Le cas s’est déjà présenté : qui peut ignorer que le national-socialiste Hitler est arrivé au pouvoir par la voie des urnes et que rien de ce qu’il n’a entrepris, y compris les pires horreurs, n’était « illégal » ? Une démocratie, le gouvernement du peuple – ou plus précisément de sa majorité – a accouché d’un monstre totalitaire, un gouvernement omnipotent, d’un État total et, finalement, d’une guerre totale.

Moi je désobéirais – et nous serions sans doute nombreux à le faire. Je refuserais de toutes mes forces cette décision du peuple souverain et m’élèverais contre son application. Et pourtant je suis démocrate et je crois, comme Winston Churchill, que la démocratie est la pire forme de gouvernement à l’exclusion de toutes les autres.
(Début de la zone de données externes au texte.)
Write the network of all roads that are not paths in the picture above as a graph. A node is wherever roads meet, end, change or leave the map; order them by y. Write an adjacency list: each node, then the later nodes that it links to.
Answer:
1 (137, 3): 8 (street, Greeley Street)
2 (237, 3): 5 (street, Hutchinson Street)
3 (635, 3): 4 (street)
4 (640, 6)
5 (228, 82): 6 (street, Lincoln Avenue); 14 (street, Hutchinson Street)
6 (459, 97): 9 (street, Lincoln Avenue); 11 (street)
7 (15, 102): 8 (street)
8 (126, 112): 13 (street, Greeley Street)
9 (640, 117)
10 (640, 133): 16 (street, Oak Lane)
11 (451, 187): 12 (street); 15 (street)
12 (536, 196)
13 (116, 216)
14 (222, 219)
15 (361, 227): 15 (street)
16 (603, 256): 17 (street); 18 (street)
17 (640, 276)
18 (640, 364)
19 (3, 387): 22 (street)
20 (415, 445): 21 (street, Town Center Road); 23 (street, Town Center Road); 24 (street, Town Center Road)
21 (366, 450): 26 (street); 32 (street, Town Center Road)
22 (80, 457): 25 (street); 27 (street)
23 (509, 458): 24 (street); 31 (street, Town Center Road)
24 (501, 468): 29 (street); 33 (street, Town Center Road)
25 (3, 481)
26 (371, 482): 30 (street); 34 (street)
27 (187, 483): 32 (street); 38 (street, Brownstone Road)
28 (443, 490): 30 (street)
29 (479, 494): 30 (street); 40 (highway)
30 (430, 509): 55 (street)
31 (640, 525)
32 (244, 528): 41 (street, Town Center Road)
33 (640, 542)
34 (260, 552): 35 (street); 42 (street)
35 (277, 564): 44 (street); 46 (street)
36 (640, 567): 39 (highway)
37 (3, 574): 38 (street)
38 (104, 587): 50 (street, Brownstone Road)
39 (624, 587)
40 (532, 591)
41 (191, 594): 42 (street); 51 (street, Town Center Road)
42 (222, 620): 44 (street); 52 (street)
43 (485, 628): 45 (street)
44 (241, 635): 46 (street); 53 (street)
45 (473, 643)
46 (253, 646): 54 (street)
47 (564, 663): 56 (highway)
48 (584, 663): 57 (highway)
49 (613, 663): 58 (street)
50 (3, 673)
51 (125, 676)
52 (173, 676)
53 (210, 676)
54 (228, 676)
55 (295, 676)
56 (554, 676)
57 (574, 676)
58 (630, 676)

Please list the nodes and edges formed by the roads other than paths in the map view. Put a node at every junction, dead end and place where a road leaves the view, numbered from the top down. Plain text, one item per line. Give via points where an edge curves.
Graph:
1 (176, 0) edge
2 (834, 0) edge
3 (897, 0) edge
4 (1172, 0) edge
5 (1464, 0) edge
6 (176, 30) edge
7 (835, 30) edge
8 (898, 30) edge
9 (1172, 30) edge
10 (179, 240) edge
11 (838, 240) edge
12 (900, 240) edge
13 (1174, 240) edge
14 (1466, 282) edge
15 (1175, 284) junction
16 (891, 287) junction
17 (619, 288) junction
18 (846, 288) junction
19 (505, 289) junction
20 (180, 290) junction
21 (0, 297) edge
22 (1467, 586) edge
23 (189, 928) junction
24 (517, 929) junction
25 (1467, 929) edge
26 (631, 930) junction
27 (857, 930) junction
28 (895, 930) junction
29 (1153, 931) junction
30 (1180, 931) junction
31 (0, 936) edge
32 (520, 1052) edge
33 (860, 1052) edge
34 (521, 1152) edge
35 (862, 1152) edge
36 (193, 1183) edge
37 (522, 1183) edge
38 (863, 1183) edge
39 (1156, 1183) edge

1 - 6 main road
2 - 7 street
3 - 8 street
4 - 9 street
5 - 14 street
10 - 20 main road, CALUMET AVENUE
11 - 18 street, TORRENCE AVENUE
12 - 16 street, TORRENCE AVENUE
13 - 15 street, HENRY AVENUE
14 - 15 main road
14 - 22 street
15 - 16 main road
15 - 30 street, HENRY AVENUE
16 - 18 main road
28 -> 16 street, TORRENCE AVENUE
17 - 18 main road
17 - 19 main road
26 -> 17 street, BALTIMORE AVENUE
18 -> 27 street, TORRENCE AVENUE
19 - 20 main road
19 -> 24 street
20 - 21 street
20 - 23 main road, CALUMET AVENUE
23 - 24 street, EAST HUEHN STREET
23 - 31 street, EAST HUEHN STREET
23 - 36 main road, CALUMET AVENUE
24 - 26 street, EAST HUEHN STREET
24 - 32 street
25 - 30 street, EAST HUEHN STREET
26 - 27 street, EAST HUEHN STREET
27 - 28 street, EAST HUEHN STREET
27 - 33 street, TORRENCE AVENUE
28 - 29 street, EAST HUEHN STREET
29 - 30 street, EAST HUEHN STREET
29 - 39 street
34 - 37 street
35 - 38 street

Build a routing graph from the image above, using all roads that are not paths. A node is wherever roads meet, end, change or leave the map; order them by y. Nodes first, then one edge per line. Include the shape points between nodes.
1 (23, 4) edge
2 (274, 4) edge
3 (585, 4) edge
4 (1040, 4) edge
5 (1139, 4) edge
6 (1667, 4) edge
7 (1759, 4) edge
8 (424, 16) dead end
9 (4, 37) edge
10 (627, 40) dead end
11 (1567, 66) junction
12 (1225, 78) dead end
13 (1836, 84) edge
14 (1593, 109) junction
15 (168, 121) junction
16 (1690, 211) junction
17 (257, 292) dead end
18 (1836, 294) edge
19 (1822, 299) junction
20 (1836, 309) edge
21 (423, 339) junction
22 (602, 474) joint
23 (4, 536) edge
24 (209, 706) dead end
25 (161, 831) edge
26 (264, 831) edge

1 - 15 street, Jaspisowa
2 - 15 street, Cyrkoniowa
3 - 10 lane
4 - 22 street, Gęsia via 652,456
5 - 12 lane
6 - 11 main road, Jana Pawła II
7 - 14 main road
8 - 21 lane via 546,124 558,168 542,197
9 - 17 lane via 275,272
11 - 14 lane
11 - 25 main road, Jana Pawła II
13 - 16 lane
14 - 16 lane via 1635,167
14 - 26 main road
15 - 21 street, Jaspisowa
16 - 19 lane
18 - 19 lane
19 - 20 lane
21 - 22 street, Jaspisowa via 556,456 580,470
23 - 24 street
Hayek disait que ce n’est pas la source mais les limitations du pouvoir qui l’empêchent d’être arbitraire. La démocratie, à elle seule, n’est pas suffisante. Nous avons besoin de plus: nous avons besoin d’une démocratie avec des garde-fous qui interdisent à l’État, expression de la majorité, d’attenter à nos libertés les plus fondamentales. Les fondateurs de notre République avaient pleinement conscience de cette nécessité absolue et nous avaient dotés, avec la Déclaration des Droits de l’Homme et du Citoyen de 1789, d’un tel dispositif.

Les idéologies extrêmes et liberticides prolifèrent – des nationaux-socialistes du Front National, aux socialistes du Front de Gauche en passant par les étatistes de l’UMP, du PS, du Modem et de Debout la République. Les français accusent l’économie de marché et la mondialisation d’être responsables de nos maux et – terrible ironie – demandent encore plus d’État pour les protéger. On entend parler de protectionnisme : qui se souvient que c’est précisément les politiques protectionnistes d’avant-guerre qui ont précipité l’Europe dans le bain de sang de la seconde guerre mondiale ? On accuse les étrangers, les capitalistes, les paradis fiscaux et, d’une manière générale, ces autres qui font de si bons boucs émissaires à jeter en pâture à une opinion publique déchainée. Faut-il que l’histoire ne nous ait rien appris ? On surveille internet, on limite la liberté d’expression, on demande des aides à l’État, on met la presse au pas… Les temps de crise sont des périodes dangereuses, propices au son des bottes.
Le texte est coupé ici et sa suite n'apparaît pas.